Разработать новый метод синтеза 5-арилиден-3,5-дигидро-4Я-имидазол-4-онов, имеющих функционализированный этенильный заместитель в положении 2 имидазола. С использованием этого метода синтезировать хромофор флуоресцентного фотопереключаемого белка Kaede (красная форма). Синтезировать структурные аналоги хромофора Kaede, соответствующие замене гистидина и/или тирозина в хромофоре на другие аминокислоты. Изучить сольватохромные и кислотно-основные свойства в данном ряду хромофоров. Изучить ауксохромные свойства заместителей в хромофоре Kaede.
Синтезировать хромофор желтого флуоресцентного белка zFP538. Выяснить структурную основу его сложного рН-зависимого спектрального поведения.

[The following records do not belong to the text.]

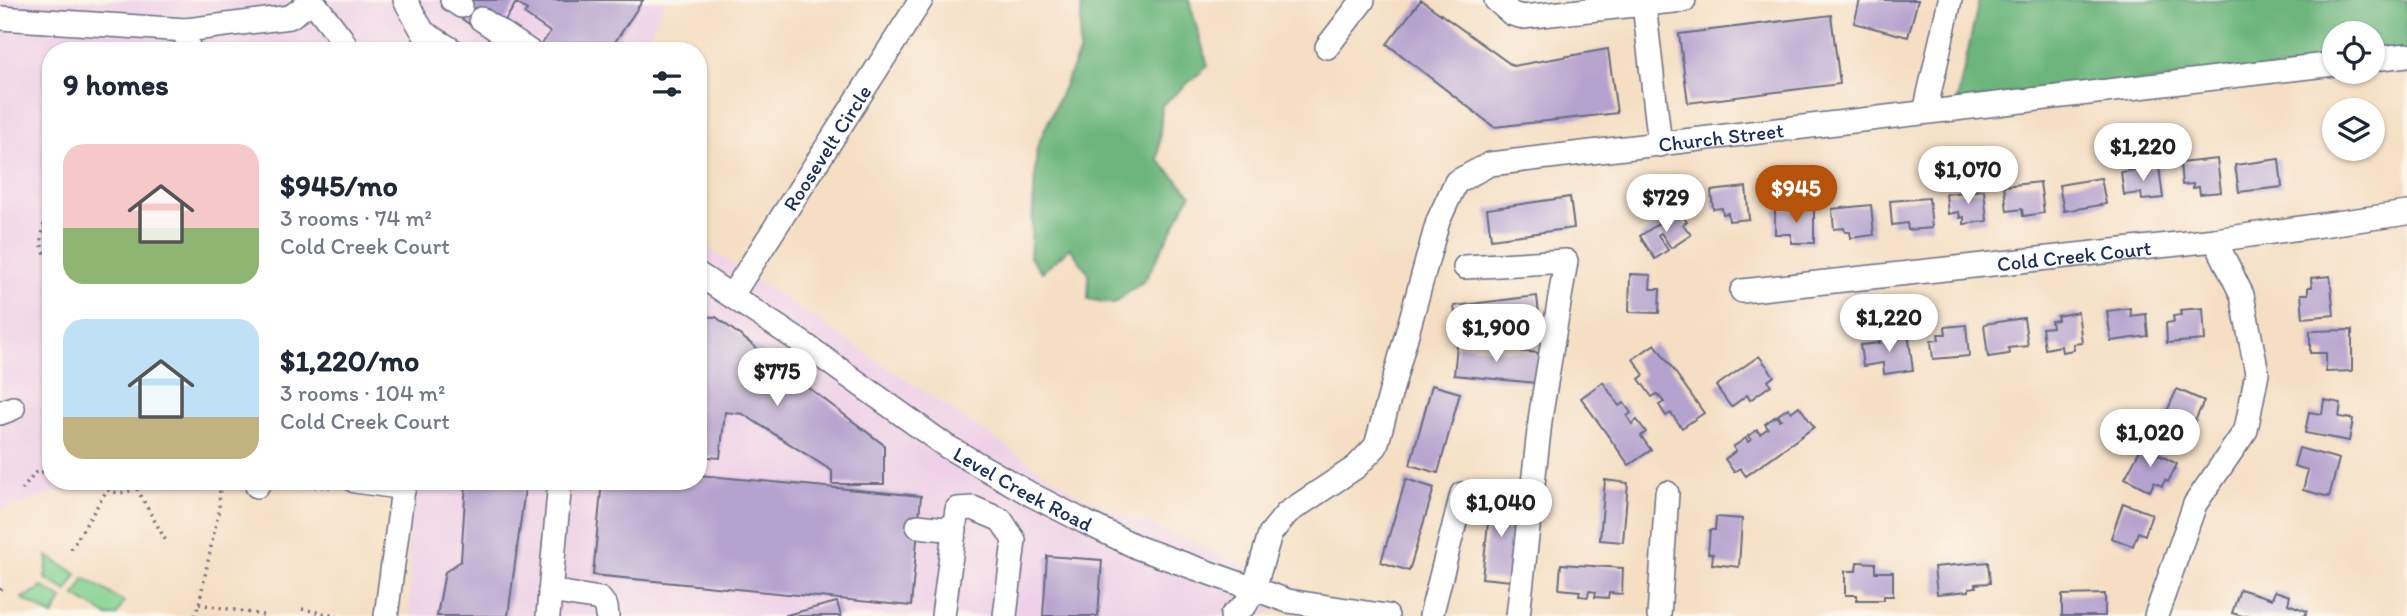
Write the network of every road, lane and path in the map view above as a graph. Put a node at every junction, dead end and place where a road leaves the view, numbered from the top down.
1 (405, 0) edge
2 (922, 0) edge
3 (1363, 0) edge
4 (1496, 0) edge
5 (1684, 0) edge
6 (1950, 0) edge
7 (312, 1) edge
8 (1644, 2) edge
9 (0, 18) edge
10 (481, 19) dead end
11 (187, 41) edge
12 (344, 42) edge
13 (439, 42) edge
14 (514, 42) edge
15 (1327, 47) dead end
16 (2407, 55) edge
17 (2385, 58) edge
18 (2322, 65) edge
19 (1925, 112) junction
20 (1660, 145) junction
21 (2407, 213) edge
22 (2215, 240) junction
23 (1465, 267) dead end
24 (707, 281) edge
25 (1742, 291) dead end
26 (732, 295) junction
27 (42, 472) edge
28 (22, 490) dead end
29 (107, 490) joint
30 (133, 490) edge
31 (138, 490) edge
32 (220, 490) edge
33 (403, 490) edge
34 (559, 490) edge
35 (1667, 492) dead end
36 (1462, 494) dead end
37 (918, 526) dead end
38 (955, 530) junction
39 (167, 543) dead end
40 (71, 549) dead end
41 (550, 591) junction
42 (1244, 603) edge
43 (199, 604) junction
44 (302, 609) dead end
45 (237, 613) edge
46 (263, 615) edge
47 (322, 615) edge
48 (195, 616) edge
49 (337, 616) edge
50 (386, 616) edge
51 (548, 616) edge
52 (607, 616) edge
53 (943, 616) edge
54 (1005, 616) edge
55 (1387, 616) edge
56 (1431, 616) edge
57 (1518, 616) edge
58 (1659, 616) edge
59 (2156, 616) edge

1 - 13 street
2 - 26 street, Roosevelt Circle
3 - 15 street
4 - 8 street
5 - 8 street
6 - 19 street
7 - 11 street
7 - 12 street
8 - 20 street
9 - 11 street
10 - 14 street
16 - 17 street
18 - 19 street, Church Street
19 - 20 street, Church Street
20 - 42 street, Church Street
21 - 22 street, Cold Creek Court
22 - 25 street, Cold Creek Court
22 - 59 street
23 - 57 street
24 - 26 street, Level Creek Road
26 - 42 street, Level Creek Road
27 - 28 path
29 - 30 path
29 - 40 path
31 - 39 path
32 - 43 path
33 - 50 street
34 - 41 street
35 - 58 street
36 - 56 street
37 - 38 street
38 - 53 street
38 - 54 street
41 - 51 street
41 - 52 street
42 - 55 street, Level Creek Road
43 - 45 path
43 - 48 path
44 - 47 path
45 - 46 path
47 - 49 path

Научная новизна и практическая ценность работы. В настоящей работе впервые разработаны методы синтеза хромофоров флуоресцентных и хромобелков - гомологов GFP, поглощающих и флуоресцирующих в красной области видимого спектра. Указанные хромофоры представляют собой 5-арилиден-3,5-дигидро-4Я-имидазол-4-оны, несущие заместители с различными функциональными группами в положении 2 имидазола. Впервые синтезированы хромофоры пурпурного хромобелка asFP595, красного фотоконвертируемого флуоресцентного белка Kaede и желтого флуоресцентного белка zFP538. Синтетические хромофоры позволили провести детальный анализ ауксохромных свойств заместителей в данном ряду окрашенных соединений, а также их сольватохромных и кислотно-основных свойств. На основе полученных данных был предложен ряд перспективных направлений для направленного изменения свойств флуоресцентных и окрашенных белков. Выявлена химическая природа сложного спектрального поведения хромопептидов из белка zFP538, приведшего к неправильному определению их структуры. Уточнена структура хромофора zFP538. Обнаружена необычная перегруппировка 2-ацил-5-арилиден-3,5-дигидро-4Я-имидазол-4-онов в уникальные производные 2,6-дикетопиперазина, встречающиеся в природе среди метаболитов грибов. Полученные в настоящей работе флуорогены (красители, практически нефлуоресцентные в свободном состоянии в растворе, но приобретающие яркую флуоресценцию после прочного связывания с целевой молекулой, например, белком или ионом металла) и их аналоги могут найти применение для различных флуоресцентных методов детекции.
Апробация полученных данных и публикации. Основные материалы диссертации были доложены на международном симпозиуме Advances in Science for Drag Discovery (Москва, 2005) а также на IX чтениях памяти академика Ю.А. Овчинникова (Москва, 2009). По материалам диссертации опубликовано 4 статьи в рецензируемых журналах.
Структура диссертации. Диссертационная работа изложена на 109 страницах и состоит из введения, обзора литературы, обсуждения результатов, экспериментальной части, выводов и списка цитируемой литературы, включающего 141 ссылку. Диссертация содержит 14 рисунков, 25 схем и 7 таблиц.